We almost have a classic "fin situation", where the water flow moving the longest distance creates a vacuum or a "lift". However, unfortunately the lift of the buried rail pull in the opposite direction to what we need to gain height - and opposite to the lift of the fin. So - as long as the rail isn't totally straight, there shall be a

tendency that a buried leeward rail acts against the lift of the fin.


So, apparently no lateral resistance here either ...



Fig. 3.



3. Along the rails some of the water is forced away from the

    relatively high pressure areas under the board to the lower

    pressure areas just "outside" the rails.



A planing board is of course displacing water, and most of the water escapes behind the stern. But close to the rails there will be a tendency for some of the water to escape from under the board to the "freedom" along the rail. Figure 3 tries to show this (claimed) phenomenon, that we all experience as splashes along a submerged rail.


But if this is so, then it shall of course be even more difficult to gain lateral resistance from the leeward rail. Or put in another way - if there is a tendency for the water flow just below the rail to move away from the board and rail, it shall be pretty difficult for the rail to get any "bite".





Fig. 4
















Click the pictures for enlargements.


Of course, the above mentioned factors will be interrelated. However, already being on the edge (or beyond) of my theoretical capacity I shall refrain from exposing my very limited knowledge any further for now. Instead it could be more interesting to discuss what might be some more real life positive effects of tilting the board to leeward, rather than this much talked about "rail bite".

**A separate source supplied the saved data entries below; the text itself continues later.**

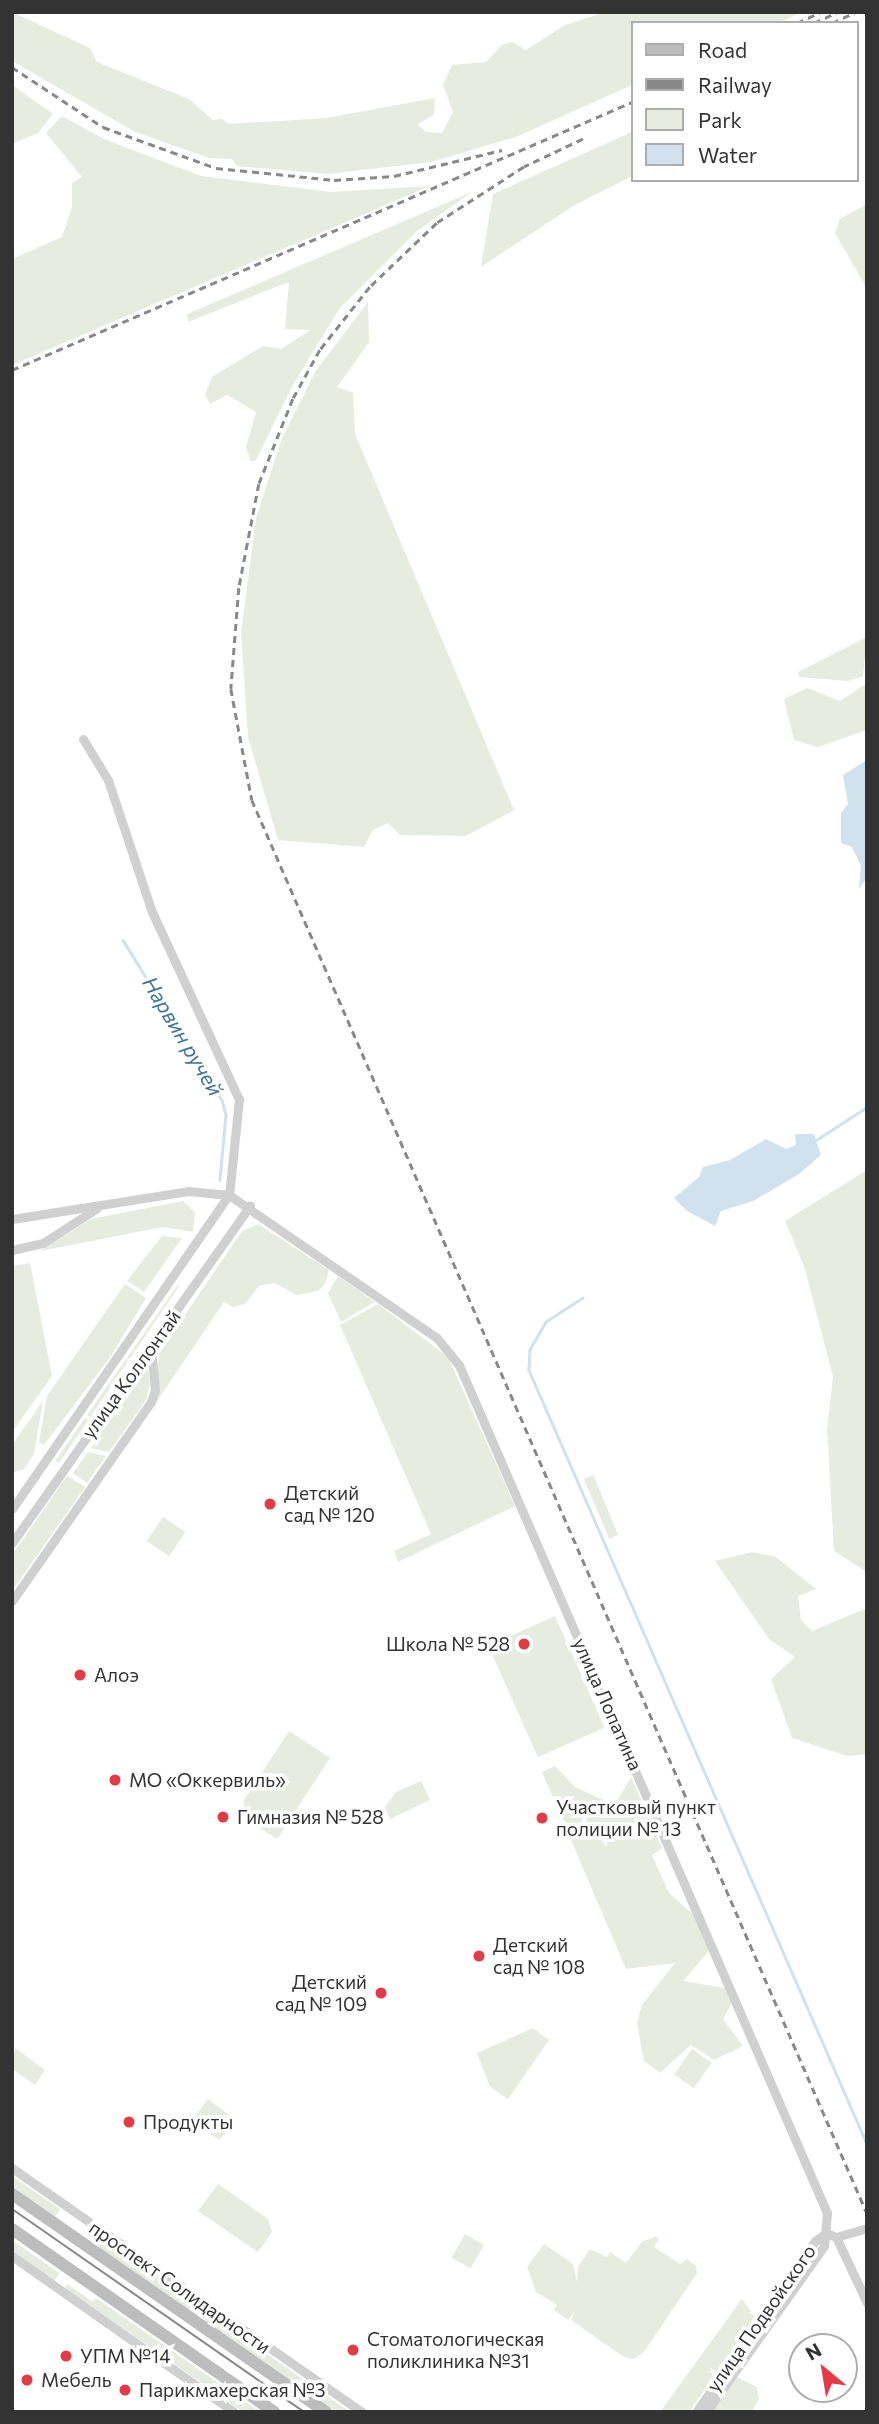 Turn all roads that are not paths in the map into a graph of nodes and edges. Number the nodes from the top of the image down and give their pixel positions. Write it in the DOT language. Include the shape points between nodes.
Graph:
graph roads {
  1 [pos="83,739"];
  2 [pos="229,1195"];
  3 [pos="102,1206"];
  4 [pos="250,1206"];
  5 [pos="67,1209"];
  6 [pos="12,1219"];
  7 [pos="70,1223"];
  8 [pos="12,1250"];
  9 [pos="151,1347"];
  10 [pos="12,1509"];
  11 [pos="12,1543"];
  12 [pos="12,1601"];
  13 [pos="12,2168"];
  14 [pos="12,2194"];
  15 [pos="867,2228"];
  16 [pos="12,2229"];
  17 [pos="826,2233"];
  18 [pos="836,2237"];
  19 [pos="12,2256"];
  20 [pos="867,2303"];
  21 [pos="234,2412"];
  22 [pos="274,2412"];
  23 [pos="326,2412"];
  24 [pos="362,2412"];
  25 [pos="695,2412"];
  26 [pos="706,2412"];
  1 -- 2 [label="street" via="108,780 152,912 239,1099"];
  2 -- 3 [label="street" via="188,1191"];
  2 -- 4 [label="street, улица Лопатина"];
  2 -- 10 [label="street, улица Коллонтай"];
  3 -- 5 [label="street"];
  3 -- 7 [label="street"];
  4 -- 9 [label="street, улица Коллонтай"];
  4 -- 17 [label="street, улица Лопатина" via="437,1338 459,1365 820,2192 827,2213"];
  5 -- 6 [label="street"];
  5 -- 7 [label="street"];
  7 -- 8 [label="street" via="43,1243"];
  9 -- 11 [label="street, улица Коллонтай"];
  9 -- 12 [label="street" via="155,1390 151,1402"];
  13 -- 24 [label="street"];
  14 -- 23 [label="main road, проспект Солидарности"];
  15 -- 18 [label="street"];
  16 -- 22 [label="main road"];
  17 -- 18 [label="street"];
  17 -- 25 [label="street, улица Подвойского" via="815,2241"];
  17 -- 26 [label="street, улица Подвойского" via="824,2246"];
  18 -- 20 [label="street"];
  19 -- 21 [label="street"];
}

In fig. 4 our local windsurf ace (Thomas Svendsen) is recorded by our local photographer (Ole Tang) in his usual formula sailing style. As can be seen, he sails very much on his leeward rail, but according to the claims above, the positive effect of this sailing style probably can't come from some kind of lateral resistance from a submerged rail. But then, why does this tilting of his board in fact add to the competitiveness of Thomas? Here's a couple of guesses:


1. Tilting the board also means tilting the fin, so that the fin not only keeps the board on course sideways - it probably also lifts the board a little out of the water. Perhaps a little like a hydrofoil boat. A very soft and flexible fin kind of creates this "upward lift" almost automatically, but especially with a harder fin I think you might benefit from this sailing style of tilting the board.


Or put in another way: Perhaps the "tilting the board" style isn't a cause but rather a symptom that you're succeeding in getting your fin to work properly?


2. Especially in rougher conditions a tilted board shall not bounce as much as a more level board. The leeward rail kind of "ploughs" through the chop, probably making the sailing a little more calm and adding to the controllability.